Une question juridique inédite au bénéfice des victimes

Le cabinet a obtenu devant la Cour de cassation une décision de principe reconnaissant qu’une installation autonome de chirurgie esthétique est soumise au régime de responsabilité de plein droit applicable aux infections nosocomiales.

Cette question n’avait jamais été clairement tranchée.

Notre cliente avait subi une intervention de réduction mammaire dans une structure de chirurgie esthétique. À la suite de l’opération, elle a développé une infection particulièrement grave ayant nécessité plusieurs interventions chirurgicales, une hospitalisation prolongée ainsi qu’une greffe cutanée. L’expertise médicale a confirmé que cette infection était directement liée aux soins reçus.

La difficulté juridique du dossier résidait toutefois ailleurs.

Le praticien soutenait que la structure dans laquelle l’intervention avait été réalisée constituait une installation autonome de chirurgie esthétique (IACE) et ne pouvait être assimilée à un établissement ou service de santé soumis au régime spécifique des infections nosocomiales.

L’enjeu était considérable : si cette analyse était retenue, la victime devait démontrer une faute. À l’inverse, si la structure relevait du régime applicable aux infections nosocomiales, sa responsabilité était engagée de plein droit sauf cause étrangère.

Une victoire devant la Cour d’appel

Le cabinet a soutenu qu’une structure disposant d’un bloc opératoire, de chambres d’hospitalisation, d’un personnel soignant et réalisant des interventions chirurgicales sous anesthésie ne pouvait être assimilée à un simple cabinet médical.

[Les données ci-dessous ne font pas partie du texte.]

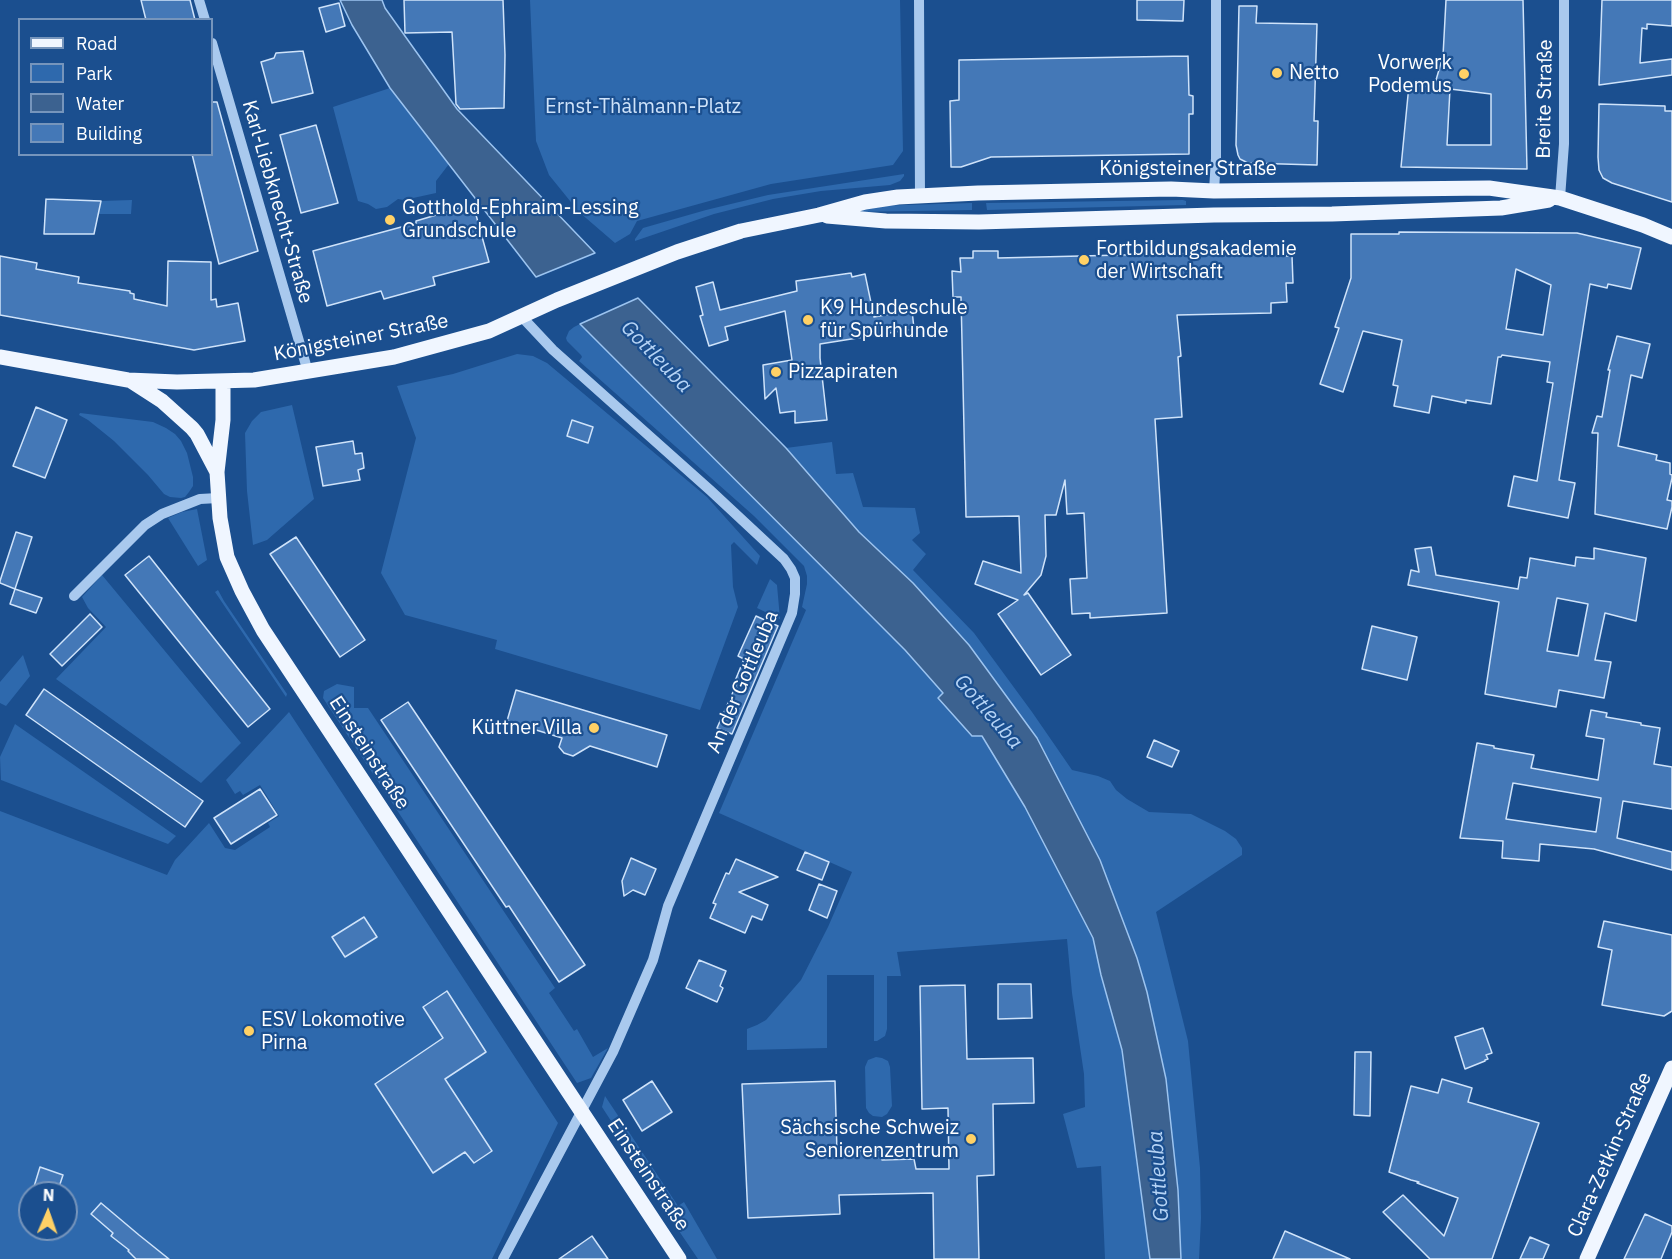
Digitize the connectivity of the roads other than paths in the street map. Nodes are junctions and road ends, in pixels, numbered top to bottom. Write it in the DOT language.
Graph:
graph roads {
  1 [pos="199,0"];
  2 [pos="919,0"];
  3 [pos="1216,0"];
  4 [pos="1564,0"];
  5 [pos="204,18"];
  6 [pos="213,46"];
  7 [pos="1214,191"];
  8 [pos="920,196"];
  9 [pos="1560,198"];
  10 [pos="819,215"];
  11 [pos="1214,215"];
  12 [pos="1672,237"];
  13 [pos="522,317"];
  14 [pos="0,357"];
  15 [pos="308,372"];
  16 [pos="128,380"];
  17 [pos="223,382"];
  18 [pos="217,472"];
  19 [pos="218,498"];
  20 [pos="74,596"];
  21 [pos="1672,1068"];
  22 [pos="582,1114"];
  23 [pos="502,1259"];
  24 [pos="679,1259"];
  25 [pos="1587,1259"];
  1 -- 5 [label="street"];
  2 -- 8 [label="street"];
  3 -- 7 [label="street"];
  4 -- 9 [label="street, Breite Straße"];
  6 -- 15 [label="street, Karl-Liebknecht-Straße"];
  7 -- 8 [label="main road, Königsteiner Straße"];
  7 -- 9 [label="main road, Königsteiner Straße"];
  7 -- 11 [label="main road"];
  8 -- 10 [label="main road, Königsteiner Straße"];
  9 -- 11 [label="main road, Königsteiner Straße"];
  9 -- 12 [label="main road, Königsteiner Straße"];
  10 -- 11 [label="main road, Königsteiner Straße"];
  10 -- 13 [label="main road, Königsteiner Straße"];
  13 -- 15 [label="main road, Königsteiner Straße"];
  13 -- 22 [label="street, An der Gottleuba"];
  14 -- 16 [label="main road, Königsteiner Straße"];
  15 -- 17 [label="main road, Königsteiner Straße"];
  16 -- 17 [label="main road, Königsteiner Straße"];
  16 -- 18 [label="main road"];
  17 -- 18 [label="main road, Einsteinstraße"];
  18 -- 19 [label="main road, Einsteinstraße"];
  19 -- 20 [label="street"];
  19 -- 22 [label="main road, Einsteinstraße"];
  21 -- 25 [label="main road, Clara-Zetkin-Straße"];
  22 -- 23 [label="street, Einsteinstraße"];
  22 -- 24 [label="main road, Einsteinstraße"];
}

La Cour d’appel a retenu que cette structure accueillait des patients dans le cadre d’une véritable hospitalisation et constituait une entité dans laquelle étaient réalisés des actes de soins au sens du Code de la santé publique. Elle a ainsi jugé que l’infection contractée par la victime devait être qualifiée d’infection nosocomiale et que la responsabilité de la structure était engagée.

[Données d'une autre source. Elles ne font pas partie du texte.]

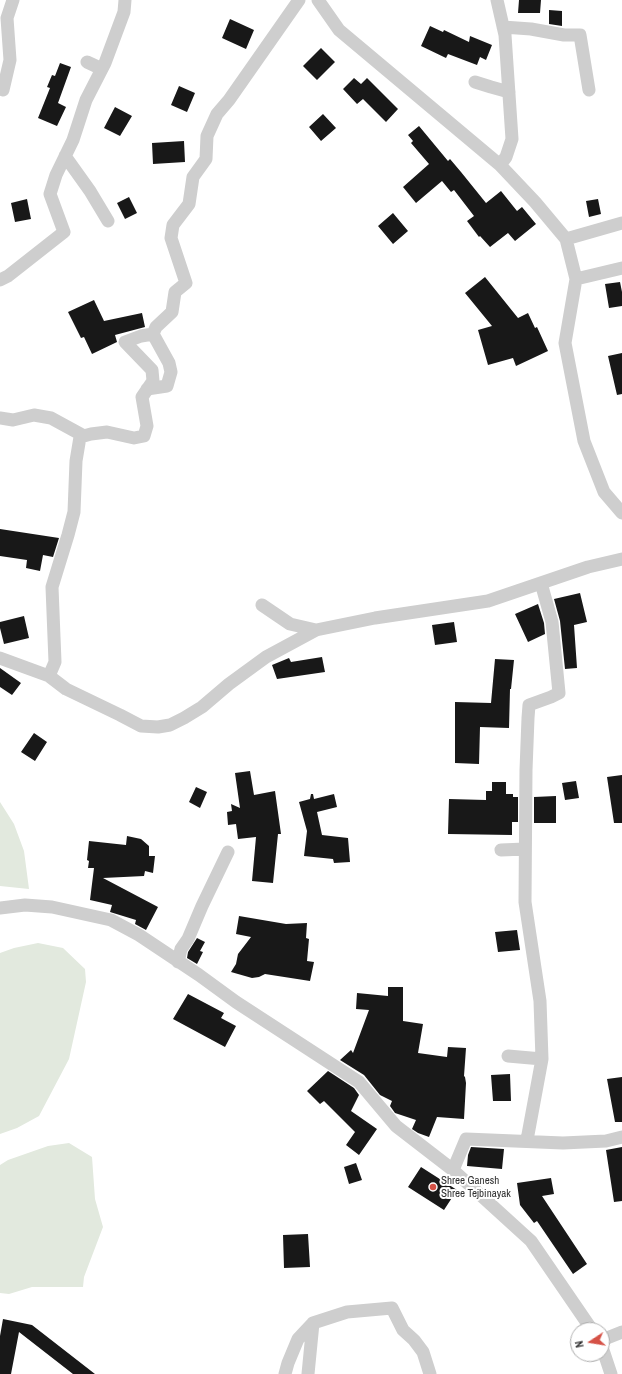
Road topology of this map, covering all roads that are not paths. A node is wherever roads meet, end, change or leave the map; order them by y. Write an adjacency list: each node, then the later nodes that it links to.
1 (13, 0): 10 (street)
2 (125, 0): 8 (street)
3 (299, 0): 21 (street)
4 (318, 0): 14 (street)
5 (497, 0): 6 (street)
6 (503, 27): 11 (street); 12 (street)
7 (87, 62): 8 (street)
8 (102, 69): 13 (street)
9 (475, 82): 12 (street)
10 (4, 90)
11 (589, 90)
12 (509, 92): 14 (street)
13 (65, 156): 15 (street); 20 (street)
14 (500, 165): 17 (street)
15 (108, 221)
16 (622, 223): 17 (street)
17 (566, 239): 19 (street)
18 (622, 268): 19 (street)
19 (576, 279): 25 (street)
20 (0, 280)
21 (153, 334): 22 (street); 22 (street)
22 (147, 389): 24 (street)
23 (0, 418): 24 (street)
24 (84, 436): 31 (street)
25 (622, 513)
26 (622, 559): 27 (street)
27 (541, 583): 29 (street); 32 (street)
28 (262, 605): 29 (street)
29 (316, 630): 31 (street)
30 (0, 658): 31 (street)
31 (49, 676)
32 (525, 849): 33 (street); 38 (street)
33 (501, 850)
34 (228, 852): 36 (street)
35 (0, 908): 36 (street)
36 (178, 962): 41 (street)
37 (508, 1056): 38 (street)
38 (542, 1059): 40 (street)
39 (622, 1137): 40 (street)
40 (528, 1140): 41 (street)
41 (452, 1170): 42 (street)
42 (587, 1322)
43 (313, 1323): 47 (street); 48 (street); 49 (street)
44 (622, 1332): 45 (street)
45 (610, 1337)
46 (608, 1362): 50 (street)
47 (285, 1374)
48 (308, 1374)
49 (430, 1374)
50 (610, 1374)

Une confirmation par la Cour de cassation

Un pourvoi a ensuite été formé.

La Cour de cassation a confirmé l’analyse défendue par le cabinet et a consacré une solution de principe particulièrement importante pour les victimes.

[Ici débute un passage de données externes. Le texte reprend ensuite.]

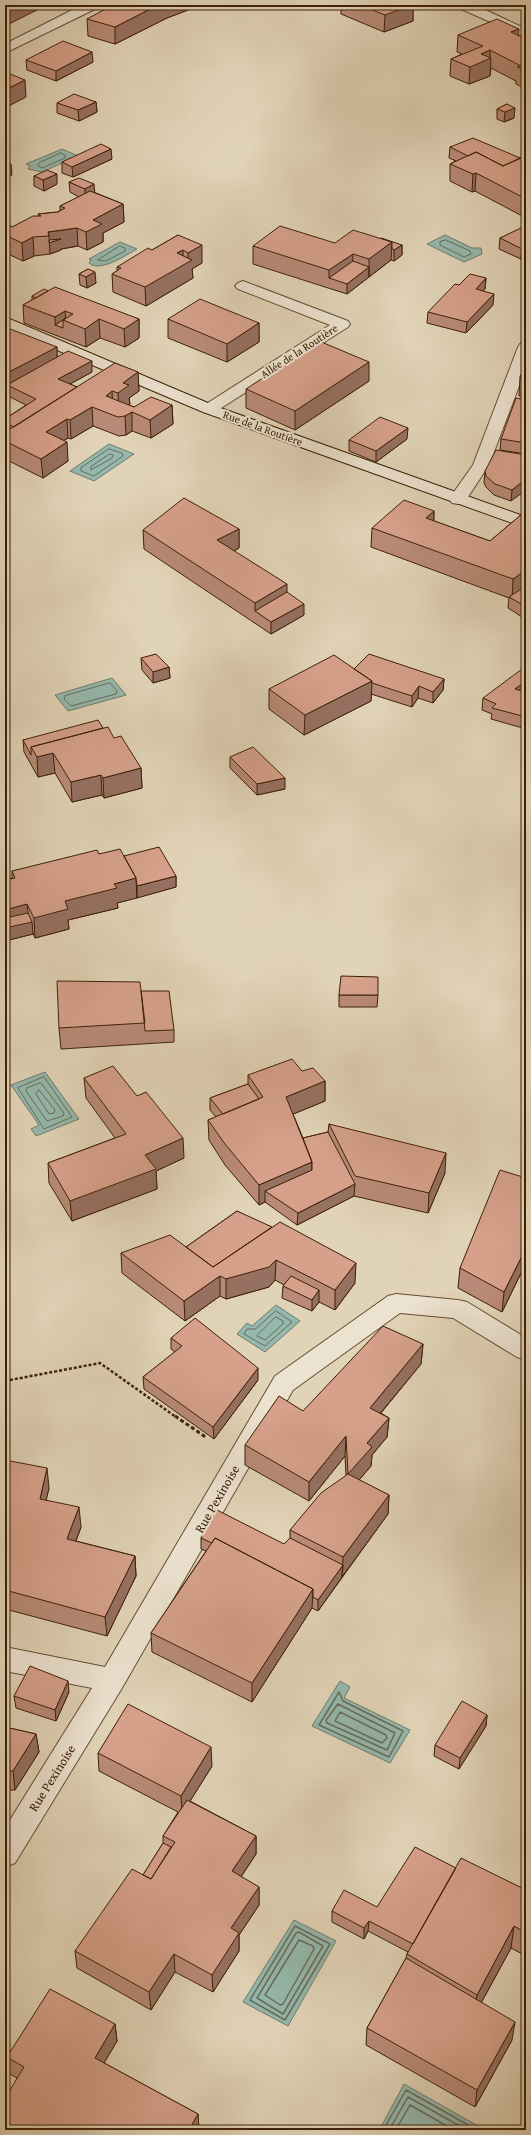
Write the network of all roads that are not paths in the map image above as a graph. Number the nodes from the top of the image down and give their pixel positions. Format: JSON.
{"nodes":[{"id":1,"x":92,"y":5,"type":"edge"},
{"id":2,"x":464,"y":5,"type":"edge"},
{"id":3,"x":526,"y":34,"type":"edge"},
{"id":4,"x":5,"y":49,"type":"edge"},
{"id":5,"x":244,"y":286,"type":"dead end"},
{"id":6,"x":5,"y":322,"type":"edge"},
{"id":7,"x":526,"y":347,"type":"edge"},
{"id":8,"x":210,"y":409,"type":"junction"},
{"id":9,"x":458,"y":499,"type":"junction"},
{"id":10,"x":526,"y":523,"type":"edge"},
{"id":11,"x":526,"y":1350,"type":"edge"},
{"id":12,"x":5,"y":1660,"type":"edge"},
{"id":13,"x":112,"y":1680,"type":"junction"},
{"id":14,"x":5,"y":1854,"type":"edge"}],
"edges":[{"from":1,"to":4,"type":"street"},
{"from":2,"to":3,"type":"street"},
{"from":5,"to":8,"type":"street","name":"Allée de la Routière"},
{"from":6,"to":8,"type":"street","name":"Rue de la Routière"},
{"from":7,"to":9,"type":"street"},
{"from":8,"to":9,"type":"street","name":"Rue de la Routière"},
{"from":9,"to":10,"type":"street","name":"Rue de la Routière"},
{"from":11,"to":13,"type":"street","name":"Rue Pexinoise"},
{"from":12,"to":13,"type":"street"},
{"from":13,"to":14,"type":"street","name":"Rue Pexinoise"}]}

Elle a jugé qu’une installation autonome de chirurgie esthétique constitue un service de santé dans lequel sont réalisés des actes de prévention, de diagnostic ou de soins et qu’elle est, à ce titre, soumise à une responsabilité de plein droit en matière d’infections nosocomiales.

Cette solution met fin à une incertitude juridique qui existait depuis de nombreuses années.

Une décision importante en matière de responsabilité médicale

Au-delà du cas particulier de notre cliente, cette décision renforce les droits des victimes d’infections contractées à l’occasion d’une intervention de chirurgie esthétique.

Elle permet de garantir une meilleure indemnisation des patients confrontés à ce type de complications en confirmant l’application du régime protecteur des infections nosocomiales à ces structures de soins.

Ce dossier illustre l’importance d’une analyse juridique approfondie en matière de responsabilité médicale, notamment lorsque le litige soulève une question de droit nouvelle susceptible d’avoir des conséquences pour l’ensemble des victimes confrontées à une situation similaire.

Résultat obtenu par le cabinet dans le cadre de la défense d’une victime d’infection nosocomiale consécutive à une intervention de chirurgie esthétique.